Irrespective of the type of bilingualism, the dichotic scores were superior for the Kannada language compared to English. Research has demonstrated that bilingual individuals, even those with high proficiency in their second language, tend to face greater challenges when subjected to tests in that language (Rosenhouse et al., 2006; Tabri et al., 2011). This could also be because of the strong influence of the regional Kannada language over English, especially in northern parts (Sharma & Purdy, 2009; Tabri et al., 2011). This could also be because of the strong influence of the regional Kannada language over English, especially in the northern parts.
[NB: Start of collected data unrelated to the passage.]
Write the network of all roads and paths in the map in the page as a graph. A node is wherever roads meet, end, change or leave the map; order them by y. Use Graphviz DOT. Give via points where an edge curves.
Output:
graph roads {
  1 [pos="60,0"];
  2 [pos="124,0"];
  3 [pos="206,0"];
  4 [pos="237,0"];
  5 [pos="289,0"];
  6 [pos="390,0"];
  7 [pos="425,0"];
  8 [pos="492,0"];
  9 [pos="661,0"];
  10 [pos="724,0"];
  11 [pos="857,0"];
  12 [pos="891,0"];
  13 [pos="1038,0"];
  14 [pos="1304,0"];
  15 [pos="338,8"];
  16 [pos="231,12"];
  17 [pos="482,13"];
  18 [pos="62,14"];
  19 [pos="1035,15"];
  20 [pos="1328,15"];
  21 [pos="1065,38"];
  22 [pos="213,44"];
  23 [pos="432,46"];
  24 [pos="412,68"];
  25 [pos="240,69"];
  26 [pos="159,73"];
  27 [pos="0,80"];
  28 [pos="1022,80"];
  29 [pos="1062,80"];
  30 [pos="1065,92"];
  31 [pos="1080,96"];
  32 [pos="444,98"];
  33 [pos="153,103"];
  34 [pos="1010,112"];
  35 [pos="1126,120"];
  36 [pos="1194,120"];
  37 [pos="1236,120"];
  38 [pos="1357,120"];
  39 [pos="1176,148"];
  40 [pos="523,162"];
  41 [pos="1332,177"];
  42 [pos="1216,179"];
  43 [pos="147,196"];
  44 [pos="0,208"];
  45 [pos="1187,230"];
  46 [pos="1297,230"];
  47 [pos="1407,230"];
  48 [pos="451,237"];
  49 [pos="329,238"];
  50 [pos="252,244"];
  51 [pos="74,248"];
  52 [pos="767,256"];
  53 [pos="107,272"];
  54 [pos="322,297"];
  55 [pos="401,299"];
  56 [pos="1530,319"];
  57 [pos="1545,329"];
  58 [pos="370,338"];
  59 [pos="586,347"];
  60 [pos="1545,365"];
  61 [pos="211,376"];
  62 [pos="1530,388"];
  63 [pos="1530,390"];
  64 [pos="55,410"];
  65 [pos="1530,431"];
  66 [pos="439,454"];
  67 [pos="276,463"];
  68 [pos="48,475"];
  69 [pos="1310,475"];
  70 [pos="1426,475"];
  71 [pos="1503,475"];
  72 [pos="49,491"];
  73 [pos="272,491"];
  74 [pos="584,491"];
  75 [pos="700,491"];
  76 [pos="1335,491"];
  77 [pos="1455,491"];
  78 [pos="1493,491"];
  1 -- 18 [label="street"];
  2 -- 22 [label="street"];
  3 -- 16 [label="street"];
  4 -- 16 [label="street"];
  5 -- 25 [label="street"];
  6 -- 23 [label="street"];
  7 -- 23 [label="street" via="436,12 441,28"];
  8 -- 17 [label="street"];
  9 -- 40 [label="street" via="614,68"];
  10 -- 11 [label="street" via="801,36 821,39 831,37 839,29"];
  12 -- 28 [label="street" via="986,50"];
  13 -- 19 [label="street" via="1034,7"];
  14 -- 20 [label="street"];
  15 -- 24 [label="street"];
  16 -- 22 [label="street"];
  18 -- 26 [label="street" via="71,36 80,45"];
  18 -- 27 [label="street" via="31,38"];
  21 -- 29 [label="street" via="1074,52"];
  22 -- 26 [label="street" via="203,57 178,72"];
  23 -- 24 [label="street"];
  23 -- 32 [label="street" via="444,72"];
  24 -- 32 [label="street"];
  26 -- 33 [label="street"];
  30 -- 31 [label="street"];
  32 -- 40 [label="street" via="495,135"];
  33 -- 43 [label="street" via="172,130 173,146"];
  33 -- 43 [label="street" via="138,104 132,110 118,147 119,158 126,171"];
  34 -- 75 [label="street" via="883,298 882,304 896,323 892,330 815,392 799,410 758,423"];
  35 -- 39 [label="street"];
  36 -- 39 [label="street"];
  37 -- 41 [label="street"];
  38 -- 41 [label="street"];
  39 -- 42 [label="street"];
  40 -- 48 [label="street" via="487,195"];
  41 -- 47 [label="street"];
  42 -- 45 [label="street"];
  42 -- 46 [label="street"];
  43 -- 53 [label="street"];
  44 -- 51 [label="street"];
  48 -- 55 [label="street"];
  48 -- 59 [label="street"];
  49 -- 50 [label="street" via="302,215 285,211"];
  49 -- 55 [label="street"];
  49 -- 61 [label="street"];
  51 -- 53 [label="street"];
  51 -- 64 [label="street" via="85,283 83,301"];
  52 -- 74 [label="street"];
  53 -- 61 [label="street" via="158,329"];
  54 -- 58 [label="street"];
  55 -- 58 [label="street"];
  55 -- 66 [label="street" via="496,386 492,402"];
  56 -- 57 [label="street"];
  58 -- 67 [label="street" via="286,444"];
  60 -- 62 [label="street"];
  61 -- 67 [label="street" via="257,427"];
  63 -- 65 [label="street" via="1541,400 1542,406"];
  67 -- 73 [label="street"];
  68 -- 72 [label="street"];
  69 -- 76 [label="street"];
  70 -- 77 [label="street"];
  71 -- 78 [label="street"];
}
This study also revealed significant differences between simultaneous and sequential groups only in the Kannada language and not in English. Regarding sequential bilinguals, language competency was higher for L1, but for simultaneous bilinguals, it was the same for both L1 and L2. Simultaneous bilinguals acquire a second language by 3 years of age, whereas sequential bilinguals acquire a second language after 3 years of age (Paradis et al., 2021). While a sequential bilingual kid may show, at least initially, strength in their original language, a simultaneous bilingual child may show more equal growth in both languages (Goldstein & Bunta, 2012). Thus, the dichotic processing variations between simultaneous and sequential bilinguals were effectively identified in the current study, and these differences were in line with theories of language learning.
Summary and conclusion
Before assessing bilingual children’s speech or language abilities, looking at the order in which they acquire their languages is critical. The dichotic test, administered in two distinct languages, demonstrated distinct linguistic patterns consistent with the bilingual model, underscoring its therapeutic significance in evaluating bilingual language proficiency.
Footnotes
Ethical considerations
All participants provided written informed consent, and the Institutional Review Board approved all research procedures.
Author contributions
Yashu, Krithi, Nishika, Thalika, Viola, and Mayur: Conceptualization, Data curation, Formal analysis, Investigation, Methodology, Writing—original draft
Harsha and Wasim: Supervision, Visualization, Writing—review, and editing
Funding
The authors received no financial support for the research, authorship, and/or publication of this article.
Declaration of conflicting interests
The authors declared no potential conflicts of interest with respect to the research, authorship, and/or publication of this article.
Data availability statement
The data that support the findings of this study are not publicly available due to their containing information that could compromise the privacy of research participants, but are available from the corresponding author upon reasonable request.